- Created by: Greg Haddrick & Des Monaghan
- Starring: Shane Bourne Angus Grant Angie Milliken Petra Jared Kerry Armstrong Jason Donovan Alice McConnell Felix Nobis Michael Carman Aaron Pedersen
- Composer: Roger Mason
- Country of origin: Australia
- No. of seasons: 3
- No. of episodes: 56

Production
- Editor: Steven Robinson
- Running time: approx. 0:55 (commercial free)
- Production companies: Screentime Optus Television

Original release
- Network: ABC
- Release: 23 July 2002 – 22 September 2005

= MDA (TV series) =

Australian television series

MDA is an Australian television series that aired between 2002 and 2005 on the Australian Broadcasting Corporation (ABC). It concerned the day-to-day operation of legal firm MDA, which specialised in medical defence.

==Synopsis==
The title refers to the firm Medical Defence Australia, a team of lawyers and doctors who defend doctors charged with malpractice, ranging from Botox injections gone wrong to spinal cord injuries. The firm operates by collecting annual subscriptions from doctors, rather than on a case-by-case fee basis.

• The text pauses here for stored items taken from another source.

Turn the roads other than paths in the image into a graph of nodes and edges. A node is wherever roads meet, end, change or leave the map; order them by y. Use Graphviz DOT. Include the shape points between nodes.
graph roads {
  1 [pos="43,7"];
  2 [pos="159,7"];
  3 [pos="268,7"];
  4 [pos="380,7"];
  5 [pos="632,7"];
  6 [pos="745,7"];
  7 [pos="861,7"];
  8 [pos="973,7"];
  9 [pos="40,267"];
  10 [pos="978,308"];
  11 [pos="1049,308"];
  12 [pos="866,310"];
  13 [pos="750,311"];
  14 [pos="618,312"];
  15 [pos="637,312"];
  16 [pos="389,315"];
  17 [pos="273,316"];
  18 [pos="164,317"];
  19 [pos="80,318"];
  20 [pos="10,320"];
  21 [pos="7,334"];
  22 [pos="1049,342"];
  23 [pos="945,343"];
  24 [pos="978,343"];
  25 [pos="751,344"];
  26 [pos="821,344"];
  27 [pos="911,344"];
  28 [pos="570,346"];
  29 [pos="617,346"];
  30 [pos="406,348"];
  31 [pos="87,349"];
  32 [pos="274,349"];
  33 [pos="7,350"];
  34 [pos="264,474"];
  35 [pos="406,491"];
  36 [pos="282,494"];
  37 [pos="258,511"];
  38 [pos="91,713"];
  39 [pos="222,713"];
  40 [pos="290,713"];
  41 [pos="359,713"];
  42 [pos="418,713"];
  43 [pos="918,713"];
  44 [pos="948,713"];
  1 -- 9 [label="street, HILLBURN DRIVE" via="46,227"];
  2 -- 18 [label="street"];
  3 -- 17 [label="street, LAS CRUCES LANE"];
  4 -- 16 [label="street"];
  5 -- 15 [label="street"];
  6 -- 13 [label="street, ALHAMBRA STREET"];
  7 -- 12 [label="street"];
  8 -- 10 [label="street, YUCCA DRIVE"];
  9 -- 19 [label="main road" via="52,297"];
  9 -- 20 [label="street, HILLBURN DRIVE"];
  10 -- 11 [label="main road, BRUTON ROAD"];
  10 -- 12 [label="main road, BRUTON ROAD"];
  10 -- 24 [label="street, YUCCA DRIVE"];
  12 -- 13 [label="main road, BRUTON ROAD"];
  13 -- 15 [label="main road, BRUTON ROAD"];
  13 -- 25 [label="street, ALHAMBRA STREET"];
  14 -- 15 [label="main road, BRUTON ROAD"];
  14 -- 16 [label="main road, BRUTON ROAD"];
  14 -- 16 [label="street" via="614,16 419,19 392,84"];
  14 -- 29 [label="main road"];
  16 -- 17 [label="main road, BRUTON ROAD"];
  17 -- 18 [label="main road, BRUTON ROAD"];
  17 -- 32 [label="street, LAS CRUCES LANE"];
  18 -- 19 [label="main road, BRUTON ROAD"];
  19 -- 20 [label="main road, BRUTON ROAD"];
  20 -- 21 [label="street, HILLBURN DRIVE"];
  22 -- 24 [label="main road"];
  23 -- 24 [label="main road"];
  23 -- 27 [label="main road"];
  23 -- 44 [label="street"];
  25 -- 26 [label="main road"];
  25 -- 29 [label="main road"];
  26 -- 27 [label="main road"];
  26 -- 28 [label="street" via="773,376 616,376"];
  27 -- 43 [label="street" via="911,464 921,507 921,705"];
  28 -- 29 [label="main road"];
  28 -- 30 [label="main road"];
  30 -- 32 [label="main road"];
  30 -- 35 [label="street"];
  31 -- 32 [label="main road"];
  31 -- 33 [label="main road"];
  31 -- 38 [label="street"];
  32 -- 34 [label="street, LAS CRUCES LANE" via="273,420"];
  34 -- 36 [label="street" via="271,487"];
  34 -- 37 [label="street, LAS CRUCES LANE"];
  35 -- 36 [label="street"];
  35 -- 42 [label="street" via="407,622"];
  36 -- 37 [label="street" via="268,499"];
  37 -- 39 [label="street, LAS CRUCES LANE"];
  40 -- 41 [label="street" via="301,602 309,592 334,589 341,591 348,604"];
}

The main characters in the pilot episode included Dr Louella "Ella" Davis, the moral centre of the firm whose passion lies equally distributed between her work at St Albans Hospital Emergency Ward, and defending doctors; "Happy" Henderson, a lawyer whose nickname can be greatly misleading; Dr Jamie Lawless, an optimistic young doctor whose passion for helping others often leads him to inner conflict; Caitlin King, the new law recruit at MDA whose ambitions far exceed what she can do at the firm; Layla Young of the Bahá'í faith, the friendly receptionist; Dr Tony McKinnon, a doctor who works with Ella at the hospital; and Richard Savage – the cutthroat plaintiff's advocate who often does battles with MDA.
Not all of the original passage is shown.